The operator framework was introduced by RedHat in 2018 based on a concept from 2016.

The two most popular projects are the Operator SDK and the Operator Lifecycle Management.

The Operator SDK is a wrapper for Kubernetes SIGS project Kubebuilder. An SDK for building Kubernetes APIs using Custom Resource Definitions (CRDs). The Operator SDK also supports writing Operators with Go, Ansible, Helm and even JVM based languages with the java-operator-sdk which Glasskube uses for its apps-operator.

The Operator Lifecycle Manager is part of the operator framework and a toolkit to provide automatic updates for Kubernetes operators. Although it is not directly part of OpenShift, it is loosely coupled as the related GUI is not open-source and only part of OpenShift, a commercial product. Using the OLM is very complex and consists of multiple CRDs and concepts, but you could achieve something similar to glasskube install cert-manager with kubectl operator install cert-manager -n cert-manager --channel stable --approval Automatic --create-operator-group, but still lacking a GUI and the simple bootstrap of glasskube bootstrap.
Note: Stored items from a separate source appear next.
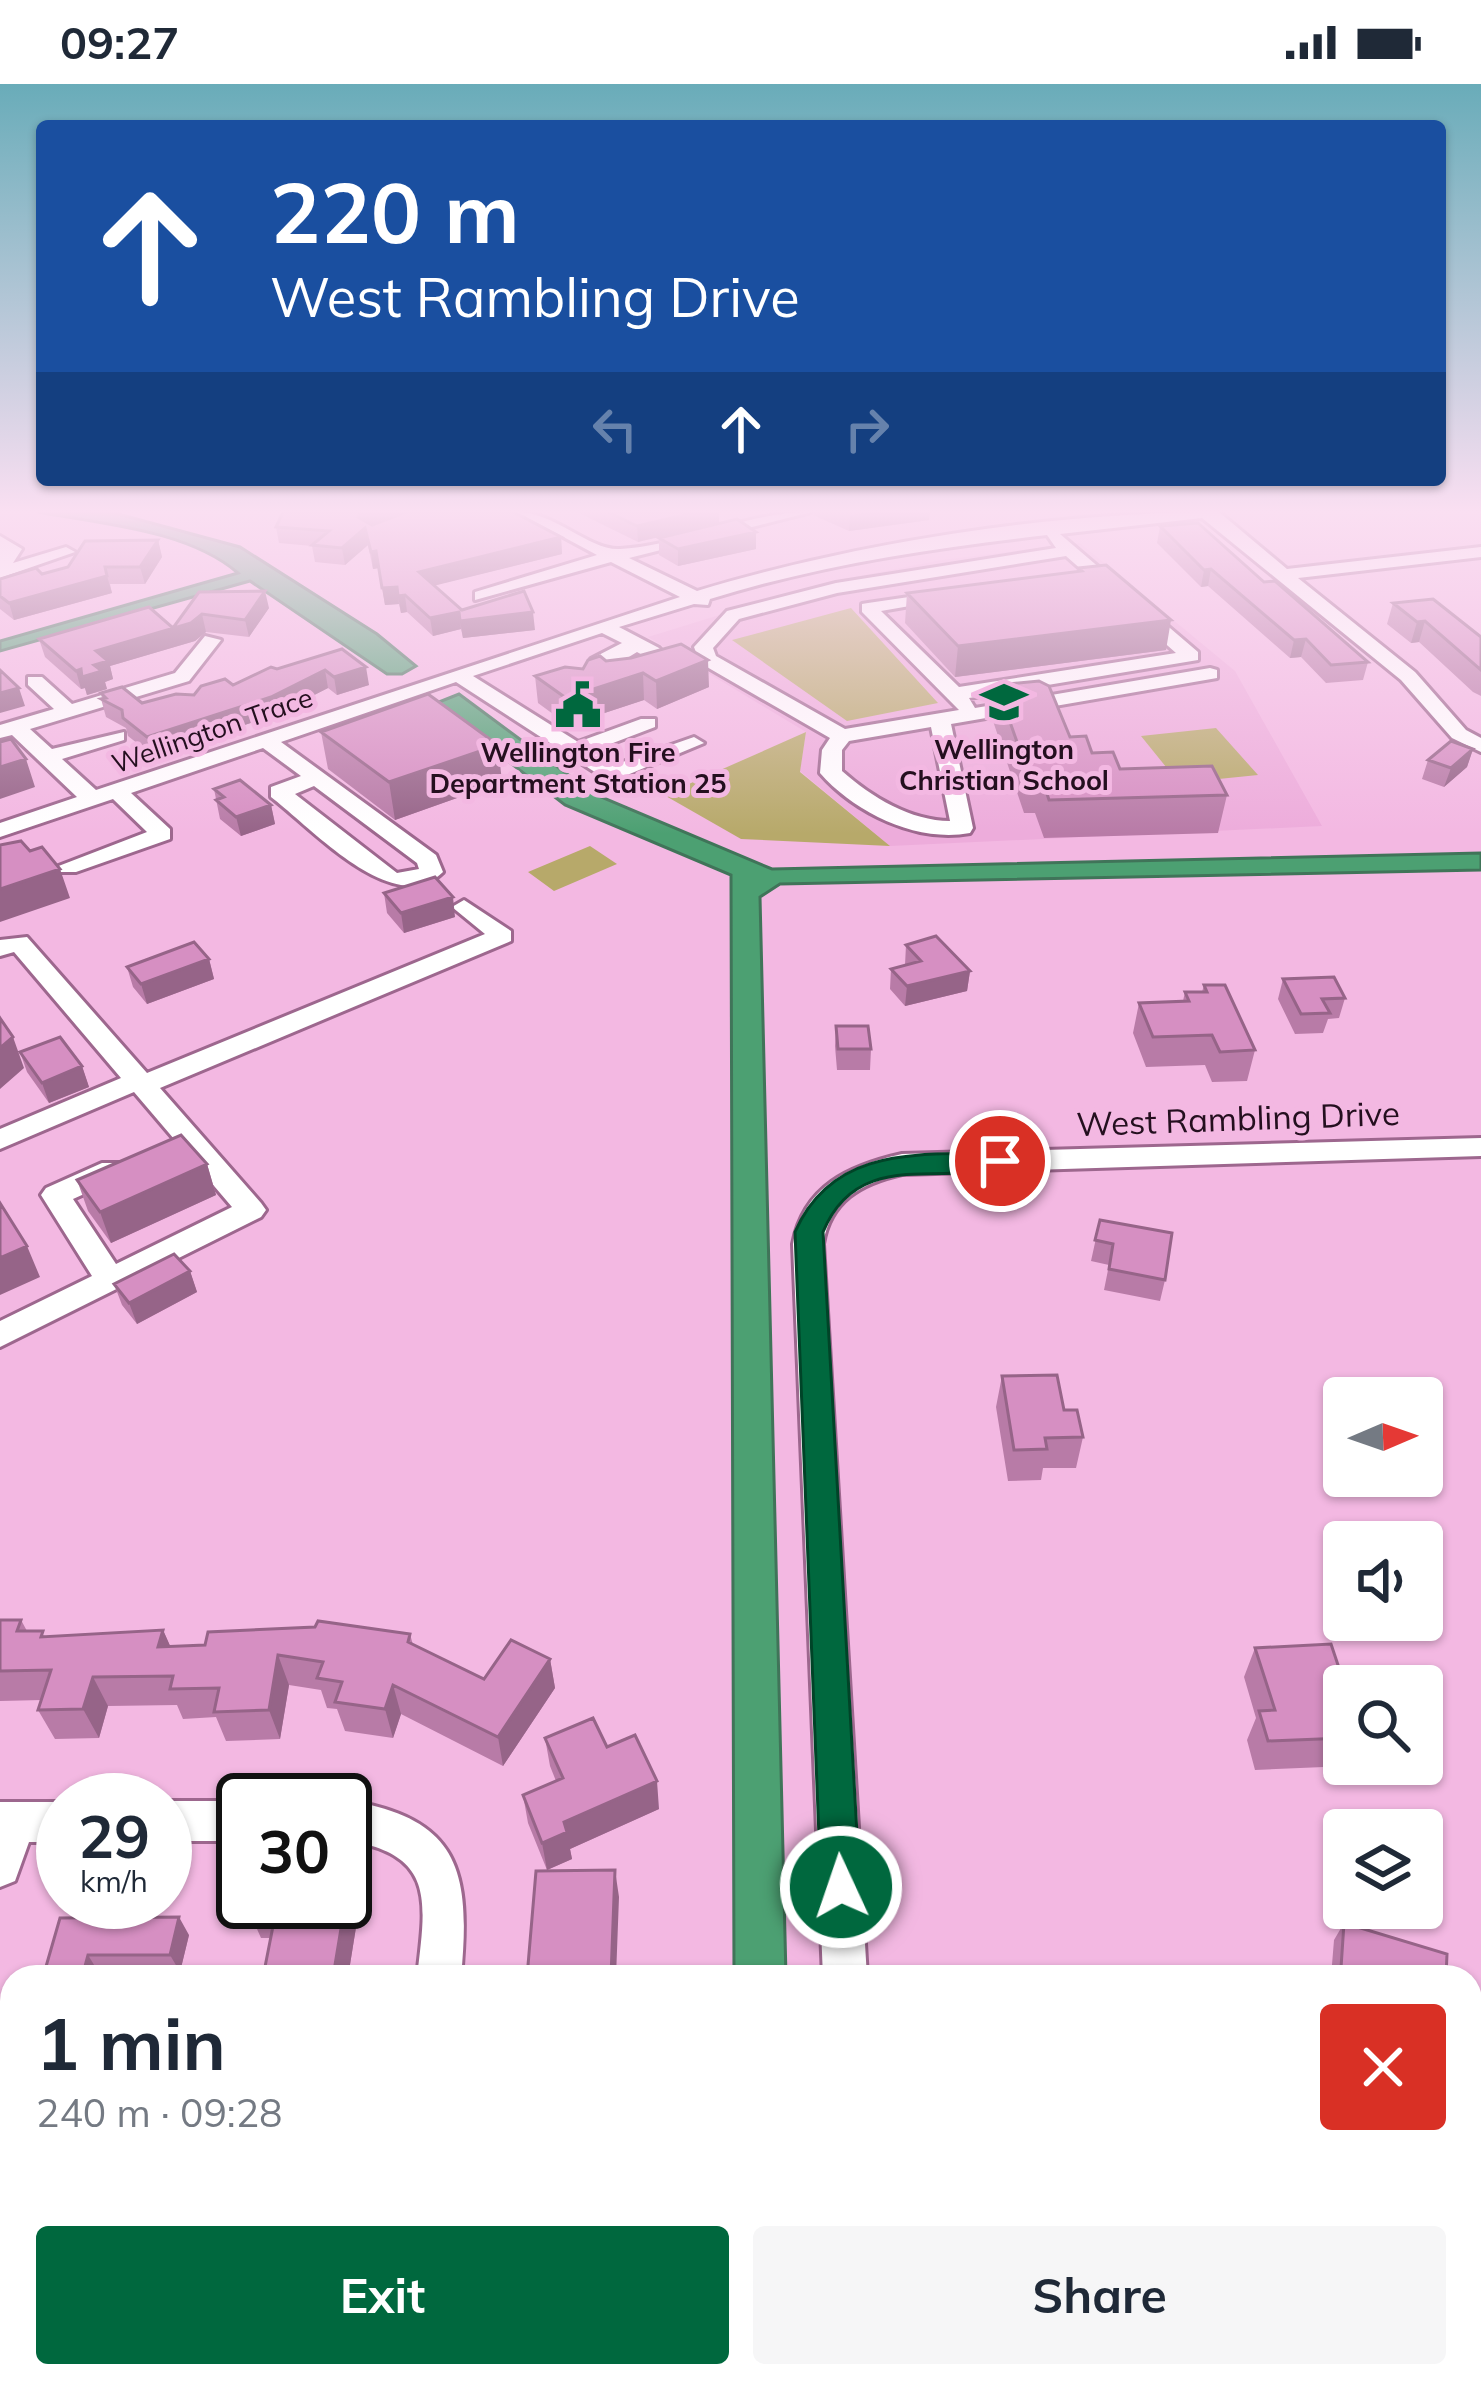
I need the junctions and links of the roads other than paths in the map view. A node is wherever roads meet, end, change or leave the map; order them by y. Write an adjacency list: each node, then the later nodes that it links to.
1 (623, 619): 6 (street, Wellington Trace)
2 (729, 619): 25 (street)
3 (880, 619): 15 (street)
4 (1148, 619): 15 (street)
5 (1338, 619): 28 (street)
6 (603, 626): 8 (street); 9 (street, Wellington Trace)
7 (212, 640): 13 (street)
8 (632, 641)
9 (524, 652): 10 (street); 12 (street, Wellington Trace)
10 (551, 670)
11 (1210, 674): 19 (street)
12 (458, 675): 16 (street, Wellington Trace); 29 (street)
13 (177, 678): 17 (street); 18 (street)
14 (35, 681): 18 (street)
15 (955, 694): 19 (street)
16 (380, 701): 20 (street); 26 (street, Wellington Trace)
17 (191, 705)
18 (68, 711): 23 (street)
19 (974, 714): 21 (street)
20 (405, 716)
21 (940, 721): 25 (street); 25 (street)
22 (648, 723): 29 (street)
23 (8, 729): 30 (street)
24 (116, 736): 30 (street)
25 (842, 736)
26 (265, 740): 31 (street); 32 (street, Wellington Trace)
27 (694, 742): 29 (street)
28 (1481, 746)
29 (576, 750)
30 (48, 757): 33 (street)
31 (314, 768): 31 (street)
32 (116, 790): 33 (street, Wellington Trace); 35 (street)
33 (92, 799): 34 (street, Wellington Trace)
34 (0, 830)
35 (68, 867)
36 (464, 907): 38 (street)
37 (0, 949): 38 (street)
38 (141, 1083): 39 (street); 40 (street)
39 (0, 1140)
40 (165, 1146): 42 (street); 42 (street)
41 (1481, 1147): 48 (street, West Rambling Drive)
42 (110, 1280): 43 (street)
43 (0, 1334)
44 (8, 1822): 46 (street)
45 (372, 1823): 47 (street)
46 (0, 1867)
47 (441, 1965)
48 (844, 1965)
OLMs operatorhub.io lists currently more packages than Glasskube, but Glasskube packages will rapidly increase over time.

Another difference between Glasskube and OLM is that OLM only supports operators while Glasskube supports all kinds of cloud-native applications.

If you are already an OpenShift customer or only want to install operators, OLM might be a good fit for you, but you will enjoy using Glasskube if you work with Kubernetes clusters and are looking for a package manager that supports all kind of packages.